Sir Geoffrey Peacock
Obituary The Times 10-04-1991
An interesting man whose obituary was unfortunately sanitised, pedestrianised and subbed-to-death by a Times sub-editor.
By Christopher Long
Sir Geoffrey Peacock, CVO, barrister and ceremonial officer to the City of London, died after being involved in a road accident on March 28, aged 71. He was born on February 7, 1920.
Geoffrey Peacock was knighted by the Queen ten years ago after organising the celebrations marking the silver jubilee celebrations. At the end of the second world war he presided over the war crimes court in Singapore.
Peacock was educated at Wellington and gained a scholarship in classics to Jesus College, Cambridge, where he rowed for the college. In 1939 he joined the Royal Artillery as a private soldier ending the war as a lieutenant -colonel in the Royal Lincolnshire regiment. After presiding over the war crimes court in Singapore he returned to civilian life and was called to the bar by the Inner Temple in 1948.
The following year he became a legal assistant in the solicitor's department of the Treasury, rising by 1958 to become the government's senior legal assistant. As a criminal specialist he was involved in a number of sensitive cases including the Profumo affair and an inquiry into the potentially disastrous landing of a plane of the Queen's Flight at Heathrow in 1959.
It was in his services to the City of London that Peacock was perhaps best known. He entered the Pewterers' Company in 1942, becoming a member in 1969. In 1968 he was appointed the City's Remembrancer giving him responsibility for ceremonial organisation and liaison between the City, Parliament and the Lord Chamberlain's Office. He held this position until 1981 handling many state visits and the Queen's silver wedding celebrations as well the silver jubilee.
Peacock was widely acknowledged as one of the most unflappable masters of ceremony in the minefields of protocol. His coolness in emergencies coupled with his charm are believed to have assisted the City to defeat attempts by the then Labour controlled Greater London Council to abolish the corporation of the City of London by means of a private member's bill in 1977.
Eight years later he played an influential role in preventing the Magistrates Courts Act from entirely abolishing the position of aldermen as magistrates.
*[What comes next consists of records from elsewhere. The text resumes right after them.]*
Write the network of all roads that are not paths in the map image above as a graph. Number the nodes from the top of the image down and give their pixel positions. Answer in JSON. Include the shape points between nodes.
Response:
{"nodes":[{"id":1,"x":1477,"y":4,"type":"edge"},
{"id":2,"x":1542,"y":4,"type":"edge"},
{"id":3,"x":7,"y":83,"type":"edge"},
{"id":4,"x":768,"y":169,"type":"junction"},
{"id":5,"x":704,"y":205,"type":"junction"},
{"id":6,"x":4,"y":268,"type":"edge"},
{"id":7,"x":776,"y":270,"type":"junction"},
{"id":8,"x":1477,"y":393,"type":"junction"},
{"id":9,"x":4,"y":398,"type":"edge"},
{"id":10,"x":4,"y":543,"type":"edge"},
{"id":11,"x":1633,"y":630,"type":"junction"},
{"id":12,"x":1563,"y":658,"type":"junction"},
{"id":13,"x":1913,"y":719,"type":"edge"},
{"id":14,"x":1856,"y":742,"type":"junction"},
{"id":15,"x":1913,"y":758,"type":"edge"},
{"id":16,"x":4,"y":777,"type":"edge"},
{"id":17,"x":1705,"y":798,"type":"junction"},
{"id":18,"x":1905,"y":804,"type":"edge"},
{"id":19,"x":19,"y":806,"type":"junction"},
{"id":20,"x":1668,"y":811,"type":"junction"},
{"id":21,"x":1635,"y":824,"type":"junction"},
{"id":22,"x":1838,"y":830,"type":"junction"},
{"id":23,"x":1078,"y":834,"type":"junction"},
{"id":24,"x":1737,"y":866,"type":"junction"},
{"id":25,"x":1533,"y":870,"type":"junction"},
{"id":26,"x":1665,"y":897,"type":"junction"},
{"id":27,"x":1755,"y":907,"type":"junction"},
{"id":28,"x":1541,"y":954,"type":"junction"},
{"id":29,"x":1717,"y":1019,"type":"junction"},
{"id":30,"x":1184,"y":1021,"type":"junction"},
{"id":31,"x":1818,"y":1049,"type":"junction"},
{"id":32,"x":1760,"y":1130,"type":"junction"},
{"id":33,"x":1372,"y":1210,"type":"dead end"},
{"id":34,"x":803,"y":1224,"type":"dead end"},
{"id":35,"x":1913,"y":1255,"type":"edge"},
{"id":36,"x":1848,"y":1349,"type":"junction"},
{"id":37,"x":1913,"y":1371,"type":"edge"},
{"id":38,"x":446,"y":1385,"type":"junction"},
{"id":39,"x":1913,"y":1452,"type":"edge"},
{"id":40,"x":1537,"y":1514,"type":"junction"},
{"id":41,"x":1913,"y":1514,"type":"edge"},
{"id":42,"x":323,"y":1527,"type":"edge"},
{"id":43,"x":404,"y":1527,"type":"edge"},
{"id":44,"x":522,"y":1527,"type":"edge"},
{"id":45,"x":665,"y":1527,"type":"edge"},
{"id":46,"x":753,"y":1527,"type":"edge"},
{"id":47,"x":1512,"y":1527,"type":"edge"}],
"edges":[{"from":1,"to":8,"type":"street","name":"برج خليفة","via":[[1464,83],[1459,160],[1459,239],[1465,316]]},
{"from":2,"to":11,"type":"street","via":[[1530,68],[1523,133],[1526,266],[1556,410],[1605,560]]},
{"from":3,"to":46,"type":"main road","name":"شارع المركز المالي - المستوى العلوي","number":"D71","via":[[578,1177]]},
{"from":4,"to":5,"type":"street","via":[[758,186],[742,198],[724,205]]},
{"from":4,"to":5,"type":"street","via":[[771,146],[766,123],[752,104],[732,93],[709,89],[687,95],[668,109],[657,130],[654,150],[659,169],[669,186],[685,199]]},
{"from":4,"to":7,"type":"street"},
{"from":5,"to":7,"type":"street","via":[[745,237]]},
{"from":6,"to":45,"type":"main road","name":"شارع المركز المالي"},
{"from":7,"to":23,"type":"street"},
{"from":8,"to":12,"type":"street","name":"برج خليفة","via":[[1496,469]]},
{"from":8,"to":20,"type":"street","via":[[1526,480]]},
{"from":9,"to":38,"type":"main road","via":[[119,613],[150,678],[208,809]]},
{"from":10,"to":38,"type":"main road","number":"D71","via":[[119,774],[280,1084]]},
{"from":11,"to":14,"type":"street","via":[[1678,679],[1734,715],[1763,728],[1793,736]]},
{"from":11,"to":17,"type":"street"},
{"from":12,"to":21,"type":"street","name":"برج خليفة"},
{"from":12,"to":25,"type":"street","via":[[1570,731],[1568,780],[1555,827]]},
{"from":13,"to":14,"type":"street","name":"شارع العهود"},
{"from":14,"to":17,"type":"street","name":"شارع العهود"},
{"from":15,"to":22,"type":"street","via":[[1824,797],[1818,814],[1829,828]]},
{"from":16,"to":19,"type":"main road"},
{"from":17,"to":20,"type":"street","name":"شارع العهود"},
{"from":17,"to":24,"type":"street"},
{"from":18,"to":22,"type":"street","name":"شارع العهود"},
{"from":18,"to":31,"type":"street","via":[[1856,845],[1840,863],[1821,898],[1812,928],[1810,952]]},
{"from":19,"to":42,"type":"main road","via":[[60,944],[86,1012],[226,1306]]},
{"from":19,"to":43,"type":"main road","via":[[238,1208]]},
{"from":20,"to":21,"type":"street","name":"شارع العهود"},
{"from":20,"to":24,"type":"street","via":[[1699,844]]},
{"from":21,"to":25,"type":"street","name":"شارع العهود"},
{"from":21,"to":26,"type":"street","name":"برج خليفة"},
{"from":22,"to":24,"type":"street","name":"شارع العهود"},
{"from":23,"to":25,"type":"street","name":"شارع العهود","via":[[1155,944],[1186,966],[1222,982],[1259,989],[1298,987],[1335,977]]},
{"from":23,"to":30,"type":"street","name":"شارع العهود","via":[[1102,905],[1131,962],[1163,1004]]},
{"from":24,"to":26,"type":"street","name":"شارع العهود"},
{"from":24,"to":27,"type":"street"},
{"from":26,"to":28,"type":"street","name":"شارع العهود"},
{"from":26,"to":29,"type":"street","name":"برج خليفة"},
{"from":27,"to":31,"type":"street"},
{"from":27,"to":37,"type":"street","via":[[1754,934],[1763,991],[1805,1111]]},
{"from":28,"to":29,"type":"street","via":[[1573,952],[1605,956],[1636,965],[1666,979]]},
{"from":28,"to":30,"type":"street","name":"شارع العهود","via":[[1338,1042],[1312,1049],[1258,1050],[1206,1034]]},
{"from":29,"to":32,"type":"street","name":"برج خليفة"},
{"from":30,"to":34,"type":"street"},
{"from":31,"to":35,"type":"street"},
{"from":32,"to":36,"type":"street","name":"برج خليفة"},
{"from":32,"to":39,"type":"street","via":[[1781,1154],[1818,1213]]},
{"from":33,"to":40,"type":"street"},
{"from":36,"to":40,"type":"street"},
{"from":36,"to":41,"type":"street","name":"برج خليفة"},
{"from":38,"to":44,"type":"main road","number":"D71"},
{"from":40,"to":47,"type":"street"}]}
For his services to the Crown and the City he was made a CVO in 1977 and knighted in 1981. He was elected a master of the Pewterers' Company from 1985 to 1987.
Peacock was chairman and whipper-in of the Brighton and Storrington Foot Beagles and a member of the Chiddingfold and Leconfield Hunt.
He is survived by his wife, Gillian, whom he married in 1949, and by their two daughters.
Sir Geoffrey was the father of a friend, Jane Peacock, who married my old school-friend Tim Demery.